■ **What is required**
Omit any picture, and return the remaining data exactly as written.
───
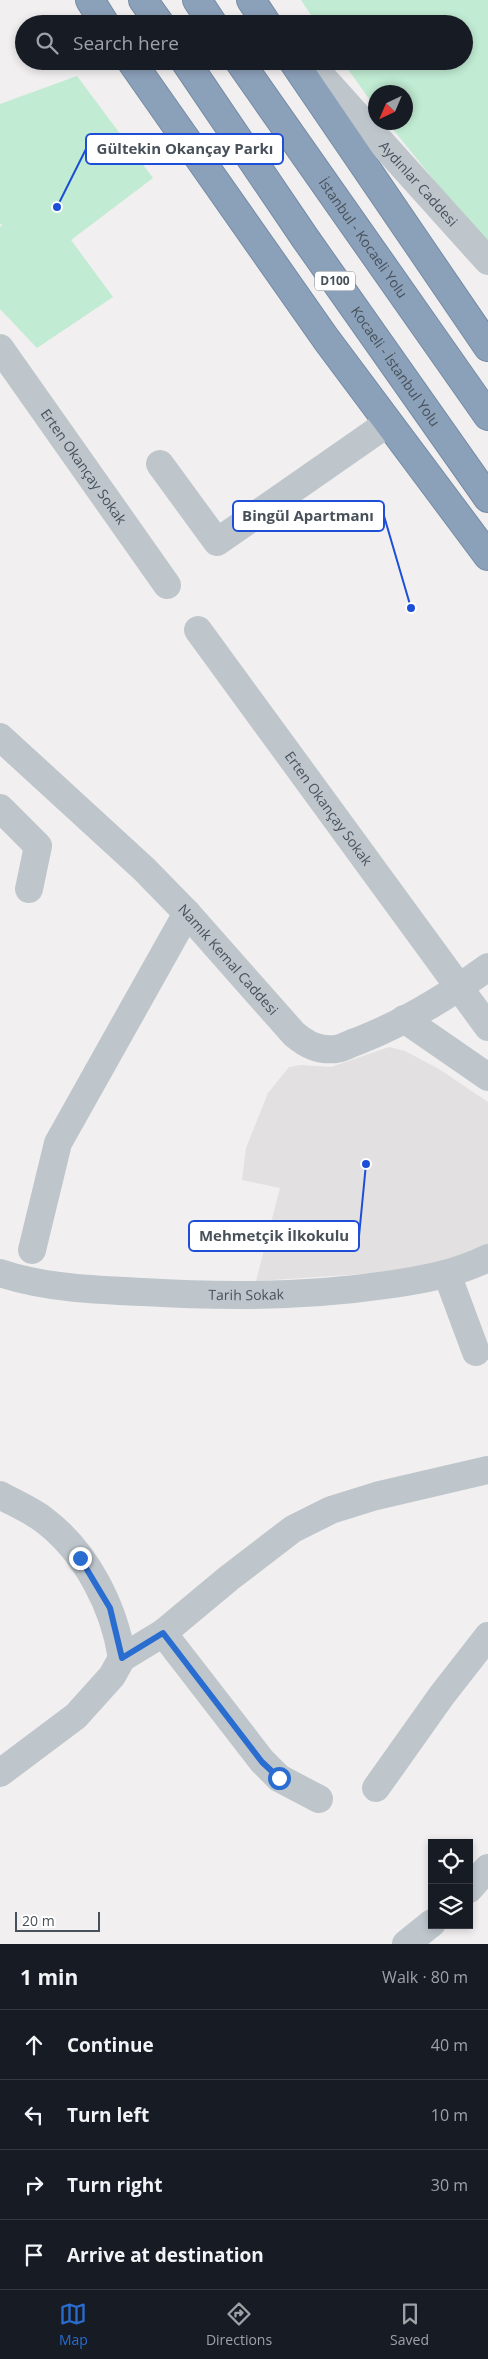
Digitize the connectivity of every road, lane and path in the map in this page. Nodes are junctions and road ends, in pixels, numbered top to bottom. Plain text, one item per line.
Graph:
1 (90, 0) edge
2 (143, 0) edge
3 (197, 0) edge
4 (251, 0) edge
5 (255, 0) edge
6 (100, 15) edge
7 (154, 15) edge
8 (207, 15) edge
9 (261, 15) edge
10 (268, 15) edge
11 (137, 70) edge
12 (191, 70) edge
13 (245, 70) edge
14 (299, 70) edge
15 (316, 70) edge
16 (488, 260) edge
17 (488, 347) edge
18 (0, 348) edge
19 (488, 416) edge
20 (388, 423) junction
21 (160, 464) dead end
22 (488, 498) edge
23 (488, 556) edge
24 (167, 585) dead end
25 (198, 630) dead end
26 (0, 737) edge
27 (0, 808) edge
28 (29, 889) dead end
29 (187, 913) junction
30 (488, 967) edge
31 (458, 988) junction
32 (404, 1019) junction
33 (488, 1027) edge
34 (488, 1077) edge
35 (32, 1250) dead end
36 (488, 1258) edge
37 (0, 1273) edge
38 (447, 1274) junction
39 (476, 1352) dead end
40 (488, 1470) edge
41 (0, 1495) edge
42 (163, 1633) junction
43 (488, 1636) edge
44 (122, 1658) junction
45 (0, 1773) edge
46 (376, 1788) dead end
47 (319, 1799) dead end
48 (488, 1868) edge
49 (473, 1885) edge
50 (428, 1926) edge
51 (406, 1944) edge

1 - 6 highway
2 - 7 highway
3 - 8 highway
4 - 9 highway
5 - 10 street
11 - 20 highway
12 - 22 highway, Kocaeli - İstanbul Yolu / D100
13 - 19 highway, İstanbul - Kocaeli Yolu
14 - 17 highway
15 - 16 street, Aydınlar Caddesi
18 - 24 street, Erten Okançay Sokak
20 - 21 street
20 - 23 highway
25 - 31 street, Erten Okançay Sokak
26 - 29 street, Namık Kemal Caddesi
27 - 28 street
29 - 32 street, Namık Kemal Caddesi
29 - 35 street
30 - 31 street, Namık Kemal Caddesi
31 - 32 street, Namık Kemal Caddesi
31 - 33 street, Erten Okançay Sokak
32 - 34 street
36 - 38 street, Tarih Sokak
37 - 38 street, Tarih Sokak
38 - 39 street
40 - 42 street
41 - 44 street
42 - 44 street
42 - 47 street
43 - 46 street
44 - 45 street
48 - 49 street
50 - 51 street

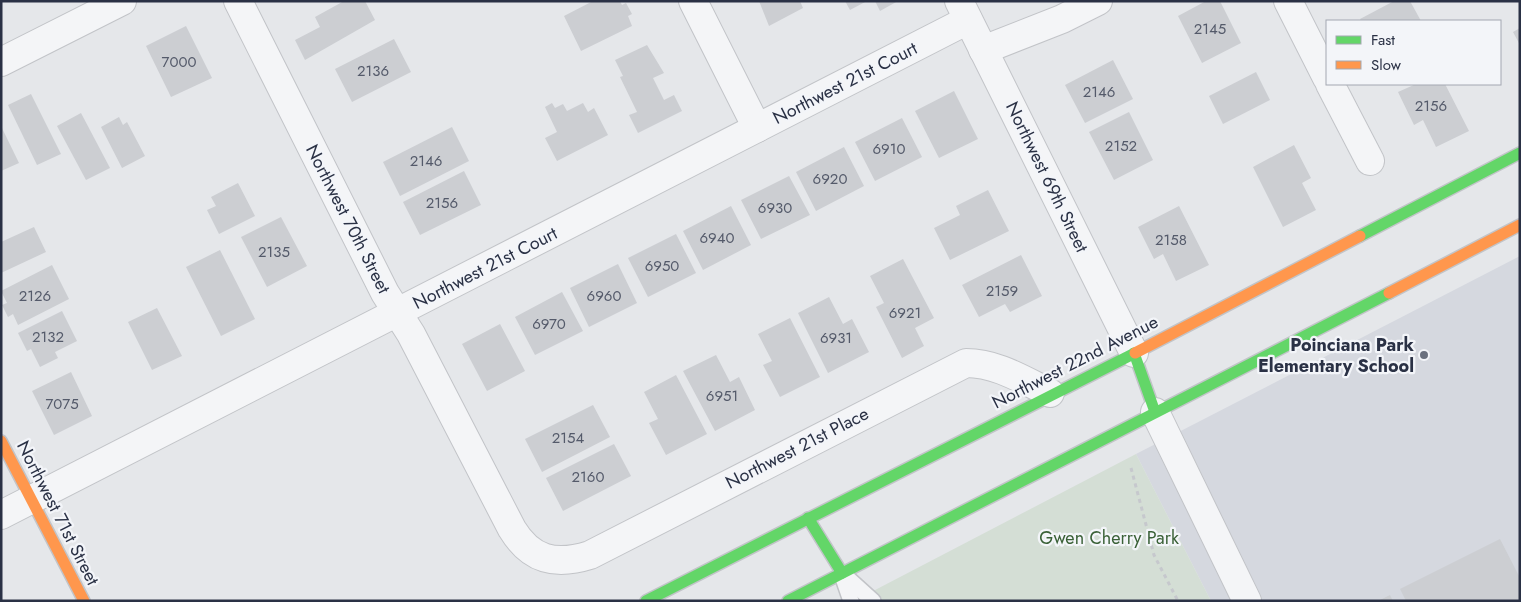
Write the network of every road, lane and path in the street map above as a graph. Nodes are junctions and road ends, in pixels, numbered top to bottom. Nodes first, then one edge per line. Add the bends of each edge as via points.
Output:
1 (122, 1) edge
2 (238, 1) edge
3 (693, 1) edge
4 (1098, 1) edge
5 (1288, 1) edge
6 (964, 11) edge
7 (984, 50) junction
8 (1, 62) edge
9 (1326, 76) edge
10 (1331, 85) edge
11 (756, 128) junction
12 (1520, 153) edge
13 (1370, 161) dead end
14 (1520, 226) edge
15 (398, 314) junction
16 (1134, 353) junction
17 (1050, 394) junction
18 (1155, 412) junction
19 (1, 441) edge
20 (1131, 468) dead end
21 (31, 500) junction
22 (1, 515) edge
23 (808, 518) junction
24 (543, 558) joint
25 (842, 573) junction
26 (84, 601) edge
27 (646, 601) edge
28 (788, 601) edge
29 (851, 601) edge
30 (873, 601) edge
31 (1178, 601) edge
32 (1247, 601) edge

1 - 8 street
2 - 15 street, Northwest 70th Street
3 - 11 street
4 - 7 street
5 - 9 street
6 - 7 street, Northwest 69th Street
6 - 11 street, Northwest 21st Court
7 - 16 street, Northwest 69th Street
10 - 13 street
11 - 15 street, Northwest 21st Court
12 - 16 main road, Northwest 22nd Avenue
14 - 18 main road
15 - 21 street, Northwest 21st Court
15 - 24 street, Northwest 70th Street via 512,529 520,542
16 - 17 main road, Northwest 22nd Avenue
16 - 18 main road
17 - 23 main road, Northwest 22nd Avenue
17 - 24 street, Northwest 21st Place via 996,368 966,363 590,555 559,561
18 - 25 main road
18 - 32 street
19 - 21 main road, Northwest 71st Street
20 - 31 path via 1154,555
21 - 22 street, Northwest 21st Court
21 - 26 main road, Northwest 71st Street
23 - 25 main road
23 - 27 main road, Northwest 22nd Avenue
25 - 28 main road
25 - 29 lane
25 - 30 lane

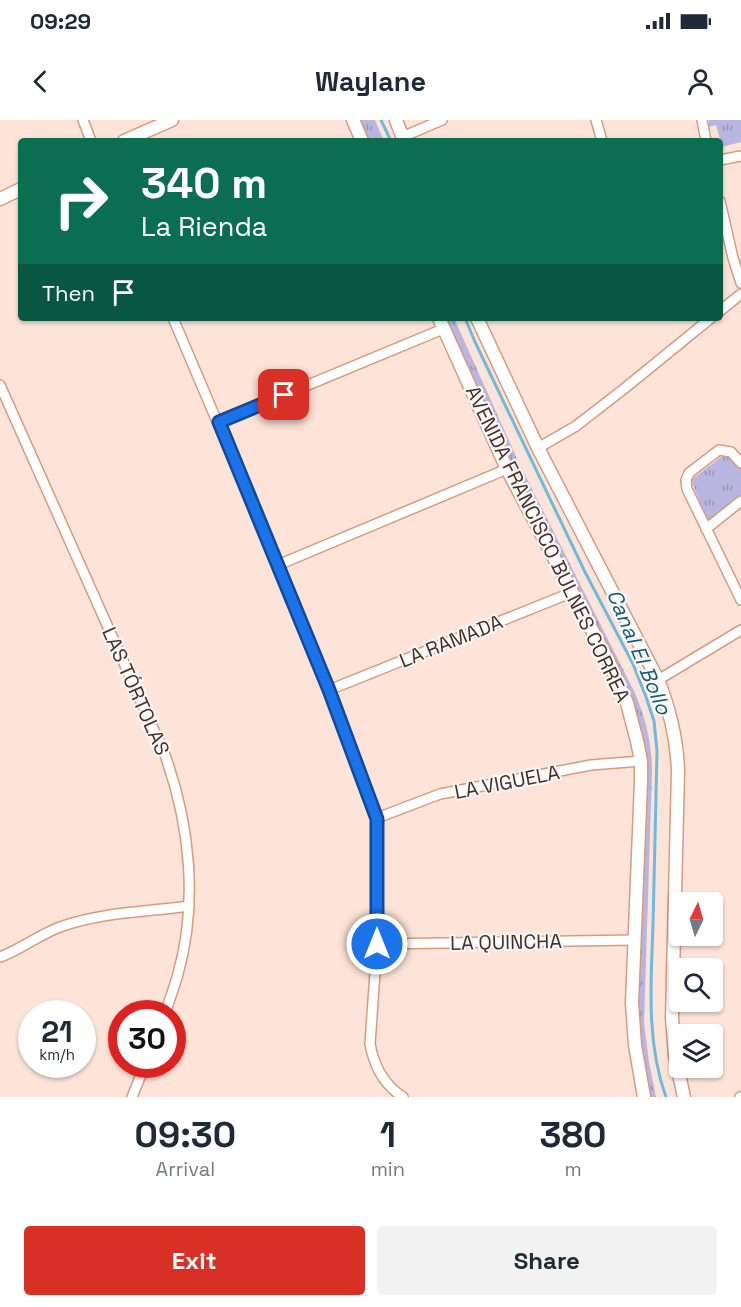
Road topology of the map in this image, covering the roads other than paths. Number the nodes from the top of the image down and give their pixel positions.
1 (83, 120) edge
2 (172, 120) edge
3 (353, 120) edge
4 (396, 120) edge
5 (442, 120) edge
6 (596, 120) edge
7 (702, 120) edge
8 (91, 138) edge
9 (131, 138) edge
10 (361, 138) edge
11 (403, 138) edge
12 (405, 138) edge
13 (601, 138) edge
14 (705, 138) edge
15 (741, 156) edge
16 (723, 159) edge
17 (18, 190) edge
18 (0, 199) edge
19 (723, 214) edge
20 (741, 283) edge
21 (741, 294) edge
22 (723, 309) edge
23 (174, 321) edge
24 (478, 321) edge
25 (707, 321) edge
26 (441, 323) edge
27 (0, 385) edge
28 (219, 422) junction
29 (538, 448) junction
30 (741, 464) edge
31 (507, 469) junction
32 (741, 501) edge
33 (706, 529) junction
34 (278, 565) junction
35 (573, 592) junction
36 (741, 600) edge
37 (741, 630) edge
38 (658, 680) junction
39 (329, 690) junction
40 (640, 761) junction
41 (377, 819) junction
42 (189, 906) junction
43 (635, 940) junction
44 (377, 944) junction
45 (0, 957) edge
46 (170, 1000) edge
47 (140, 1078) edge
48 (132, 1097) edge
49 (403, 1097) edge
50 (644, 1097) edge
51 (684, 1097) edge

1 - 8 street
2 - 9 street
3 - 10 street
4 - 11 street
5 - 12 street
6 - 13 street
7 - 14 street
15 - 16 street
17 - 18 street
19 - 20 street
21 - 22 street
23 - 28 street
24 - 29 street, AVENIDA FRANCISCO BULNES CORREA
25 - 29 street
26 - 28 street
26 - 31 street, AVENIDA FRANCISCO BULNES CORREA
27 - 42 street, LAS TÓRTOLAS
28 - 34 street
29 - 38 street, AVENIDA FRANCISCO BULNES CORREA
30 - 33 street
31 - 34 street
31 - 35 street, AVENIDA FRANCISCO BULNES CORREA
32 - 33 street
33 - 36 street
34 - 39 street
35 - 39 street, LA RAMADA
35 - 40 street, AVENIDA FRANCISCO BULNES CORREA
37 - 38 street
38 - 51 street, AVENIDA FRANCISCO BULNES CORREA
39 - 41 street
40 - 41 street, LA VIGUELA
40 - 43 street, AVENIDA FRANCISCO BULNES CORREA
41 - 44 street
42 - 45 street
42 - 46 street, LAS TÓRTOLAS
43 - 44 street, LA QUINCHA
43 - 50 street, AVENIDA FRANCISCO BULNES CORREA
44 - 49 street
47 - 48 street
───
■ **Response to the task**
Digitize the connectivity of every road, lane and path in the map in this page. Nodes are junctions and road ends, in pixels, numbered top to bottom. Plain text, one item per line.
Graph:
1 (90, 0) edge
2 (143, 0) edge
3 (197, 0) edge
4 (251, 0) edge
5 (255, 0) edge
6 (100, 15) edge
7 (154, 15) edge
8 (207, 15) edge
9 (261, 15) edge
10 (268, 15) edge
11 (137, 70) edge
12 (191, 70) edge
13 (245, 70) edge
14 (299, 70) edge
15 (316, 70) edge
16 (488, 260) edge
17 (488, 347) edge
18 (0, 348) edge
19 (488, 416) edge
20 (388, 423) junction
21 (160, 464) dead end
22 (488, 498) edge
23 (488, 556) edge
24 (167, 585) dead end
25 (198, 630) dead end
26 (0, 737) edge
27 (0, 808) edge
28 (29, 889) dead end
29 (187, 913) junction
30 (488, 967) edge
31 (458, 988) junction
32 (404, 1019) junction
33 (488, 1027) edge
34 (488, 1077) edge
35 (32, 1250) dead end
36 (488, 1258) edge
37 (0, 1273) edge
38 (447, 1274) junction
39 (476, 1352) dead end
40 (488, 1470) edge
41 (0, 1495) edge
42 (163, 1633) junction
43 (488, 1636) edge
44 (122, 1658) junction
45 (0, 1773) edge
46 (376, 1788) dead end
47 (319, 1799) dead end
48 (488, 1868) edge
49 (473, 1885) edge
50 (428, 1926) edge
51 (406, 1944) edge

1 - 6 highway
2 - 7 highway
3 - 8 highway
4 - 9 highway
5 - 10 street
11 - 20 highway
12 - 22 highway, Kocaeli - İstanbul Yolu / D100
13 - 19 highway, İstanbul - Kocaeli Yolu
14 - 17 highway
15 - 16 street, Aydınlar Caddesi
18 - 24 street, Erten Okançay Sokak
20 - 21 street
20 - 23 highway
25 - 31 street, Erten Okançay Sokak
26 - 29 street, Namık Kemal Caddesi
27 - 28 street
29 - 32 street, Namık Kemal Caddesi
29 - 35 street
30 - 31 street, Namık Kemal Caddesi
31 - 32 street, Namık Kemal Caddesi
31 - 33 street, Erten Okançay Sokak
32 - 34 street
36 - 38 street, Tarih Sokak
37 - 38 street, Tarih Sokak
38 - 39 street
40 - 42 street
41 - 44 street
42 - 44 street
42 - 47 street
43 - 46 street
44 - 45 street
48 - 49 street
50 - 51 street

Write the network of every road, lane and path in the street map above as a graph. Nodes are junctions and road ends, in pixels, numbered top to bottom. Nodes first, then one edge per line. Add the bends of each edge as via points.
Output:
1 (122, 1) edge
2 (238, 1) edge
3 (693, 1) edge
4 (1098, 1) edge
5 (1288, 1) edge
6 (964, 11) edge
7 (984, 50) junction
8 (1, 62) edge
9 (1326, 76) edge
10 (1331, 85) edge
11 (756, 128) junction
12 (1520, 153) edge
13 (1370, 161) dead end
14 (1520, 226) edge
15 (398, 314) junction
16 (1134, 353) junction
17 (1050, 394) junction
18 (1155, 412) junction
19 (1, 441) edge
20 (1131, 468) dead end
21 (31, 500) junction
22 (1, 515) edge
23 (808, 518) junction
24 (543, 558) joint
25 (842, 573) junction
26 (84, 601) edge
27 (646, 601) edge
28 (788, 601) edge
29 (851, 601) edge
30 (873, 601) edge
31 (1178, 601) edge
32 (1247, 601) edge

1 - 8 street
2 - 15 street, Northwest 70th Street
3 - 11 street
4 - 7 street
5 - 9 street
6 - 7 street, Northwest 69th Street
6 - 11 street, Northwest 21st Court
7 - 16 street, Northwest 69th Street
10 - 13 street
11 - 15 street, Northwest 21st Court
12 - 16 main road, Northwest 22nd Avenue
14 - 18 main road
15 - 21 street, Northwest 21st Court
15 - 24 street, Northwest 70th Street via 512,529 520,542
16 - 17 main road, Northwest 22nd Avenue
16 - 18 main road
17 - 23 main road, Northwest 22nd Avenue
17 - 24 street, Northwest 21st Place via 996,368 966,363 590,555 559,561
18 - 25 main road
18 - 32 street
19 - 21 main road, Northwest 71st Street
20 - 31 path via 1154,555
21 - 22 street, Northwest 21st Court
21 - 26 main road, Northwest 71st Street
23 - 25 main road
23 - 27 main road, Northwest 22nd Avenue
25 - 28 main road
25 - 29 lane
25 - 30 lane

Road topology of the map in this image, covering the roads other than paths. Number the nodes from the top of the image down and give their pixel positions.
1 (83, 120) edge
2 (172, 120) edge
3 (353, 120) edge
4 (396, 120) edge
5 (442, 120) edge
6 (596, 120) edge
7 (702, 120) edge
8 (91, 138) edge
9 (131, 138) edge
10 (361, 138) edge
11 (403, 138) edge
12 (405, 138) edge
13 (601, 138) edge
14 (705, 138) edge
15 (741, 156) edge
16 (723, 159) edge
17 (18, 190) edge
18 (0, 199) edge
19 (723, 214) edge
20 (741, 283) edge
21 (741, 294) edge
22 (723, 309) edge
23 (174, 321) edge
24 (478, 321) edge
25 (707, 321) edge
26 (441, 323) edge
27 (0, 385) edge
28 (219, 422) junction
29 (538, 448) junction
30 (741, 464) edge
31 (507, 469) junction
32 (741, 501) edge
33 (706, 529) junction
34 (278, 565) junction
35 (573, 592) junction
36 (741, 600) edge
37 (741, 630) edge
38 (658, 680) junction
39 (329, 690) junction
40 (640, 761) junction
41 (377, 819) junction
42 (189, 906) junction
43 (635, 940) junction
44 (377, 944) junction
45 (0, 957) edge
46 (170, 1000) edge
47 (140, 1078) edge
48 (132, 1097) edge
49 (403, 1097) edge
50 (644, 1097) edge
51 (684, 1097) edge

1 - 8 street
2 - 9 street
3 - 10 street
4 - 11 street
5 - 12 street
6 - 13 street
7 - 14 street
15 - 16 street
17 - 18 street
19 - 20 street
21 - 22 street
23 - 28 street
24 - 29 street, AVENIDA FRANCISCO BULNES CORREA
25 - 29 street
26 - 28 street
26 - 31 street, AVENIDA FRANCISCO BULNES CORREA
27 - 42 street, LAS TÓRTOLAS
28 - 34 street
29 - 38 street, AVENIDA FRANCISCO BULNES CORREA
30 - 33 street
31 - 34 street
31 - 35 street, AVENIDA FRANCISCO BULNES CORREA
32 - 33 street
33 - 36 street
34 - 39 street
35 - 39 street, LA RAMADA
35 - 40 street, AVENIDA FRANCISCO BULNES CORREA
37 - 38 street
38 - 51 street, AVENIDA FRANCISCO BULNES CORREA
39 - 41 street
40 - 41 street, LA VIGUELA
40 - 43 street, AVENIDA FRANCISCO BULNES CORREA
41 - 44 street
42 - 45 street
42 - 46 street, LAS TÓRTOLAS
43 - 44 street, LA QUINCHA
43 - 50 street, AVENIDA FRANCISCO BULNES CORREA
44 - 49 street
47 - 48 street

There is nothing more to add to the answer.